## Task goal:
For the string "Right", search the entries below and copy every line where it appears.

## Information:
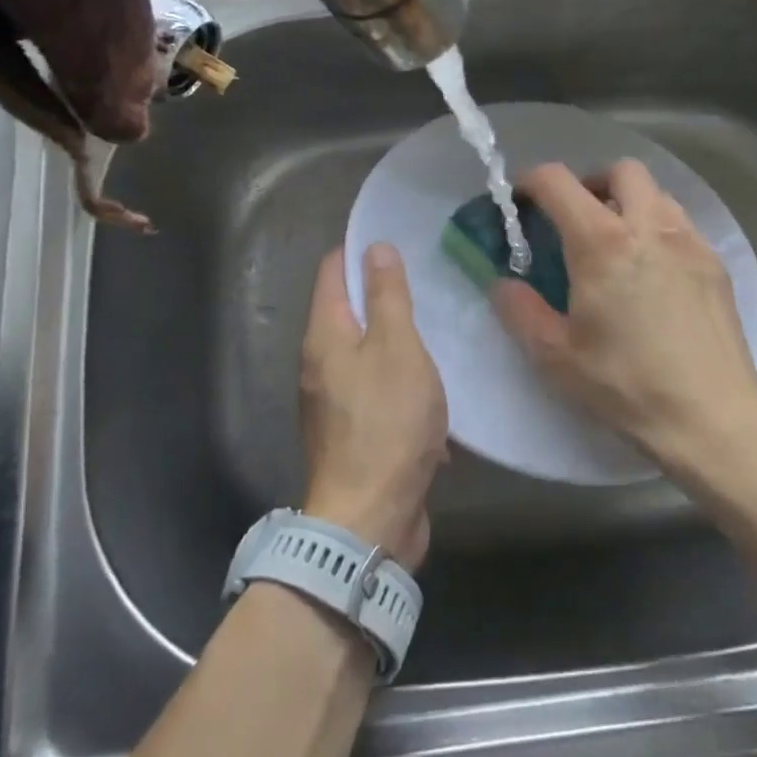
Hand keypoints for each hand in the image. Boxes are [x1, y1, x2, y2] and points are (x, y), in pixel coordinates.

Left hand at [299, 244, 447, 569]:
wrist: (370, 520)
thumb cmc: (386, 423)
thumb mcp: (397, 348)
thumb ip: (388, 296)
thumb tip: (374, 248)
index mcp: (324, 335)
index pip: (333, 270)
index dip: (359, 249)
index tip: (396, 236)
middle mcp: (319, 362)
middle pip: (348, 309)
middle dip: (382, 291)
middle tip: (427, 276)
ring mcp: (333, 400)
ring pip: (366, 349)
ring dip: (396, 336)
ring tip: (437, 320)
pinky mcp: (352, 431)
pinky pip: (376, 386)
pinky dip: (399, 376)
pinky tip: (432, 378)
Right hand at [493, 161, 756, 467]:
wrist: (712, 416)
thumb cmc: (626, 385)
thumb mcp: (555, 355)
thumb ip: (520, 310)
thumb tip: (502, 283)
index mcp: (601, 242)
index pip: (558, 182)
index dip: (531, 181)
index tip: (521, 199)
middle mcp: (648, 226)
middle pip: (620, 170)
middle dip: (591, 182)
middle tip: (576, 218)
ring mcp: (688, 241)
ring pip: (656, 193)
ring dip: (629, 203)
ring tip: (617, 245)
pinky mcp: (714, 263)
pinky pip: (681, 224)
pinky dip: (658, 229)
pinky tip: (653, 273)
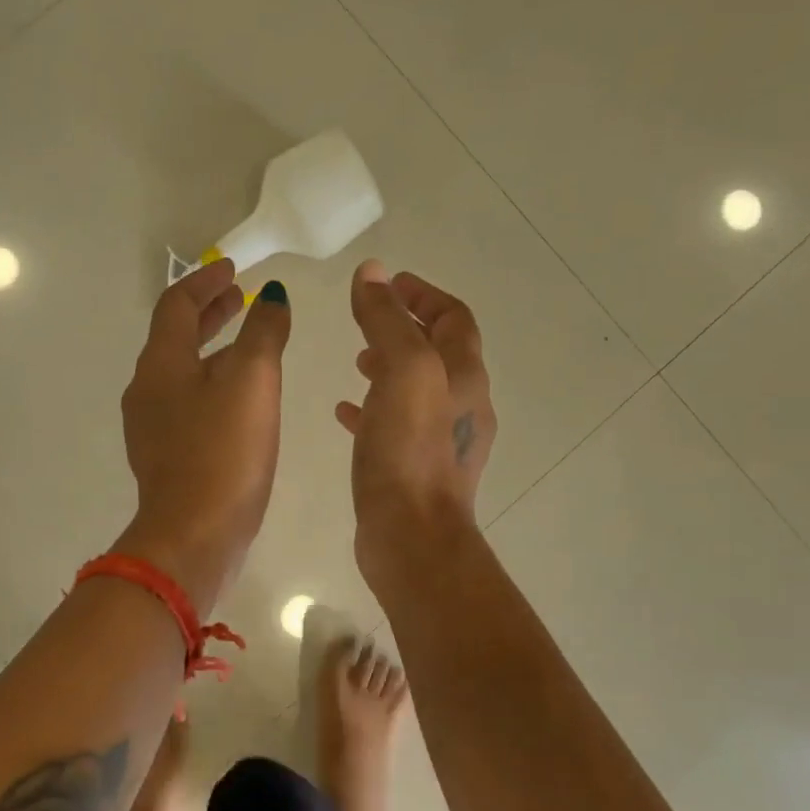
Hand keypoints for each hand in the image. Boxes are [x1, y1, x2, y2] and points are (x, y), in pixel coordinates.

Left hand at [117, 260, 291, 612]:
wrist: (192, 536)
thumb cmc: (223, 452)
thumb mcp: (252, 382)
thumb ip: (263, 333)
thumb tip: (271, 296)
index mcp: (160, 363)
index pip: (176, 304)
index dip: (205, 282)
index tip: (233, 269)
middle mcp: (146, 389)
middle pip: (175, 336)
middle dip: (209, 313)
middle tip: (240, 297)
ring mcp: (151, 426)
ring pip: (181, 371)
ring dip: (212, 348)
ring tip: (248, 344)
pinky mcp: (166, 456)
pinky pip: (187, 403)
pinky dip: (212, 383)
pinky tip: (239, 399)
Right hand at [336, 260, 495, 595]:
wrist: (413, 538)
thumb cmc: (409, 451)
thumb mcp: (401, 372)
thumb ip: (386, 320)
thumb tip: (373, 271)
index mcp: (465, 376)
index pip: (453, 318)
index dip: (422, 294)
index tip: (388, 283)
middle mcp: (463, 405)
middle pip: (438, 351)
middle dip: (404, 328)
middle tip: (366, 319)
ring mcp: (442, 440)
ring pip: (417, 388)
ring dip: (389, 366)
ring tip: (355, 360)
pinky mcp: (416, 468)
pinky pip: (396, 424)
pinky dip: (374, 406)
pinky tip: (344, 411)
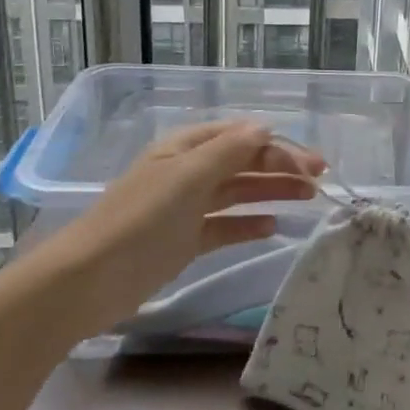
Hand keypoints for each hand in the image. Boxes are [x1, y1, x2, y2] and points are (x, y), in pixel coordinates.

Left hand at [34, 120, 323, 326]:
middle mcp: (188, 172)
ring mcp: (186, 208)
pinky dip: (248, 224)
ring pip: (238, 192)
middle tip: (320, 181)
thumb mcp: (188, 176)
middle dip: (282, 167)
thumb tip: (265, 128)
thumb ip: (230, 150)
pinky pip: (225, 226)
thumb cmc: (141, 219)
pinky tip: (273, 227)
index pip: (242, 138)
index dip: (278, 148)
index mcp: (186, 148)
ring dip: (272, 192)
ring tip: (309, 199)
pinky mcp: (184, 241)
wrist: (88, 280)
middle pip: (243, 163)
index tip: (312, 166)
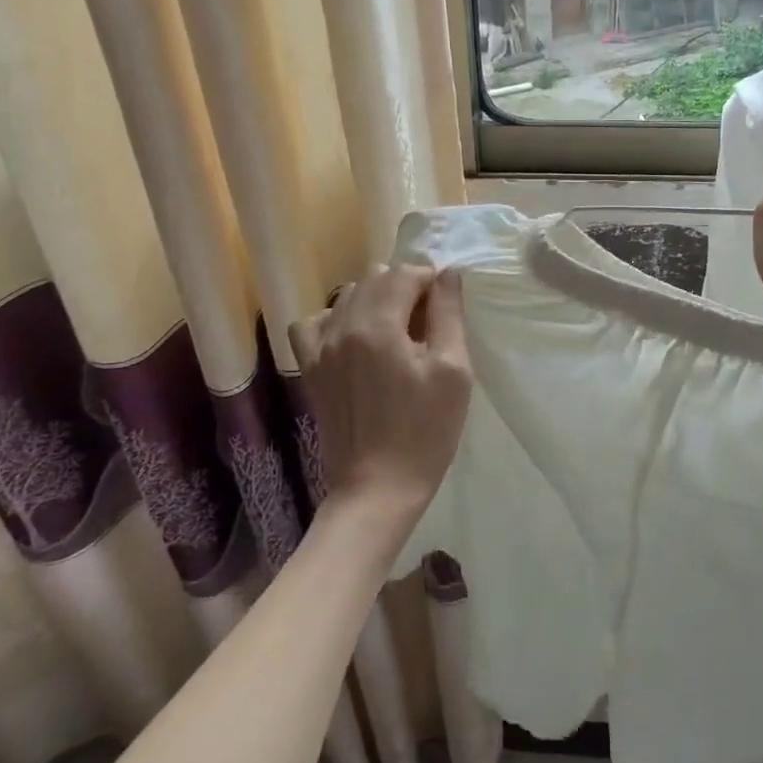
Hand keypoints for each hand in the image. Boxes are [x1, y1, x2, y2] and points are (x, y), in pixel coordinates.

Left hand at [289, 264, 471, 522]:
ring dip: (375, 301)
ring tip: (396, 333)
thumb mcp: (453, 371)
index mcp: (378, 325)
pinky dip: (336, 320)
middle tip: (427, 324)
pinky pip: (313, 323)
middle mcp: (342, 326)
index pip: (405, 274)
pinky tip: (354, 340)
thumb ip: (448, 315)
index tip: (446, 310)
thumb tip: (447, 274)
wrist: (378, 488)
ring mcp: (320, 348)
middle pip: (375, 279)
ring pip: (347, 296)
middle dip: (405, 288)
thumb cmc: (425, 431)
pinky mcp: (310, 369)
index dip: (432, 283)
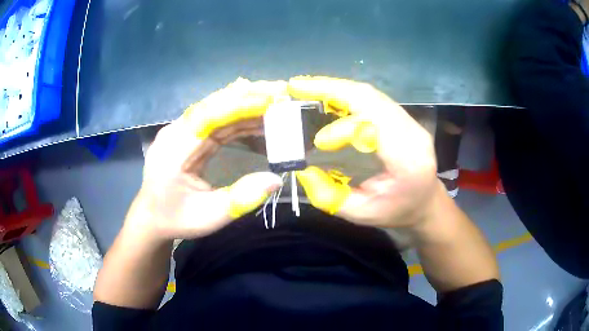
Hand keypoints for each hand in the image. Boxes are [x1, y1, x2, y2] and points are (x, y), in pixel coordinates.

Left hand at [126, 78, 286, 240]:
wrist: (151, 216)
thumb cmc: (176, 219)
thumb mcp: (209, 217)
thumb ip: (240, 199)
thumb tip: (276, 180)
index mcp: (174, 151)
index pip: (208, 117)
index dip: (239, 106)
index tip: (270, 101)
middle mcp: (175, 132)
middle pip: (214, 106)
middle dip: (248, 98)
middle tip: (280, 92)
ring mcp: (180, 130)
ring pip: (216, 109)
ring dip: (246, 105)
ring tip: (276, 103)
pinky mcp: (188, 134)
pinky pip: (215, 120)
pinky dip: (238, 118)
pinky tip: (257, 119)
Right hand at [289, 76, 439, 229]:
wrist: (426, 203)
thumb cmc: (397, 212)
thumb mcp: (362, 214)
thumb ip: (330, 197)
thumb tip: (303, 170)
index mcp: (407, 161)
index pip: (374, 128)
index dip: (342, 130)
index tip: (318, 143)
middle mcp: (413, 133)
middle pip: (371, 98)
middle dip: (331, 89)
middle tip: (298, 86)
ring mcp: (410, 121)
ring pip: (371, 94)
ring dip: (336, 87)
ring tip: (306, 87)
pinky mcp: (404, 117)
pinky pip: (373, 98)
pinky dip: (347, 93)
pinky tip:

## Reply:
Right hand at [493, 161, 756, 467]:
Right hand at [336, 260, 495, 595]:
Right hand at [289, 76, 439, 229]:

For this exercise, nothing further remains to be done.